Farhat Hached est l’une des plus grandes et attachantes personnalités tunisiennes du 20e siècle. Son apport au mouvement syndical, comme au mouvement national est si exceptionnel que le gouvernement français, dépassé, n’a pas trouvé mieux que de commanditer son assassinat le 5 décembre 1952, il y a 65 ans aujourd’hui.

Farhat Hached, à l’âge de 16 ans, crée un syndicat

Né en 1914 à Kerkennah, Farhat, fils du marin Mohamed Hached, est obligé, à la mort de son père, alors qu’il à à peine 16 ans, d’interrompre ses études et de travailler comme convoyeur à la Société du transport du Sahel, basée à Sousse où il crée un syndicat de base, affilié à la Confédération générale du travail (CGT) française.

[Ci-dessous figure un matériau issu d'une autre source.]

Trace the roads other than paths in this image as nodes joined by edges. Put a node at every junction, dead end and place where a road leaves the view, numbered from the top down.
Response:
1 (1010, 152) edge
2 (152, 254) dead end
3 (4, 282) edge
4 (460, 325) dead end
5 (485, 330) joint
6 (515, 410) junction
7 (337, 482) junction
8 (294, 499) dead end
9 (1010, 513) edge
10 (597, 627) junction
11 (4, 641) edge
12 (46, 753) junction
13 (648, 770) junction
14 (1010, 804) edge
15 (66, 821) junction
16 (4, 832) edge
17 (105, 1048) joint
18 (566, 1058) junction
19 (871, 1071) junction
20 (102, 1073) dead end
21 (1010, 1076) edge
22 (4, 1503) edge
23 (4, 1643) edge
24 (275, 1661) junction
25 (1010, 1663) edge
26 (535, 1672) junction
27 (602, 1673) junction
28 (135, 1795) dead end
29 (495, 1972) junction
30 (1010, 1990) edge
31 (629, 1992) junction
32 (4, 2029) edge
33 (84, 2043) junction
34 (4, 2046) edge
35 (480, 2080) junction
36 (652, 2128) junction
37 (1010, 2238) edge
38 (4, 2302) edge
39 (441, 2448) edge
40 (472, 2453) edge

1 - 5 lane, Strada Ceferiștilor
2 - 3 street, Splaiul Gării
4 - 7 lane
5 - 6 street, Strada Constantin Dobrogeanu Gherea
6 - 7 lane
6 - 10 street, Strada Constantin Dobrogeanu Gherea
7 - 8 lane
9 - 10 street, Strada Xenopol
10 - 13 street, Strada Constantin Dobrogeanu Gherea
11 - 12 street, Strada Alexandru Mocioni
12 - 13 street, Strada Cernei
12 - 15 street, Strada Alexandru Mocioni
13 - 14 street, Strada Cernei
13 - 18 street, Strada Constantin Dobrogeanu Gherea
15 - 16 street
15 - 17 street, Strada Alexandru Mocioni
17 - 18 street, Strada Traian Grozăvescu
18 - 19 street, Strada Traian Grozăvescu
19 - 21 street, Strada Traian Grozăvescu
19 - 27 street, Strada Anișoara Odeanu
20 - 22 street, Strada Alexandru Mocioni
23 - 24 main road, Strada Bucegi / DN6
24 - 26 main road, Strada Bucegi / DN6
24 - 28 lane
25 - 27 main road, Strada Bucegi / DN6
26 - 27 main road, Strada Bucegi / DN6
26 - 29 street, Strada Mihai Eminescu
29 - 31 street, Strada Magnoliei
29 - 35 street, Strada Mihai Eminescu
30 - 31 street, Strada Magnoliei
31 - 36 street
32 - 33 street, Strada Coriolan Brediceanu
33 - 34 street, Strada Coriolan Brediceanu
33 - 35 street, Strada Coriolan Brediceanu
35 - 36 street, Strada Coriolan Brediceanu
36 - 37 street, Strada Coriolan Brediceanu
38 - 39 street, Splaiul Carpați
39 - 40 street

Son militantisme syndical le conduit à des responsabilités au niveau local puis à l’administration centrale juste avant la Seconde Guerre mondiale où toute activité politique et syndicale est interdite par le régime de Vichy. En dehors de ses heures de travail, il se porte volontaire en tant que secouriste auprès du Croissant Rouge. En 1943, il devient fonctionnaire des travaux publics à Sfax où il reprend ses activités syndicales à l’Union régionale. La même année, il épouse sa cousine Emna.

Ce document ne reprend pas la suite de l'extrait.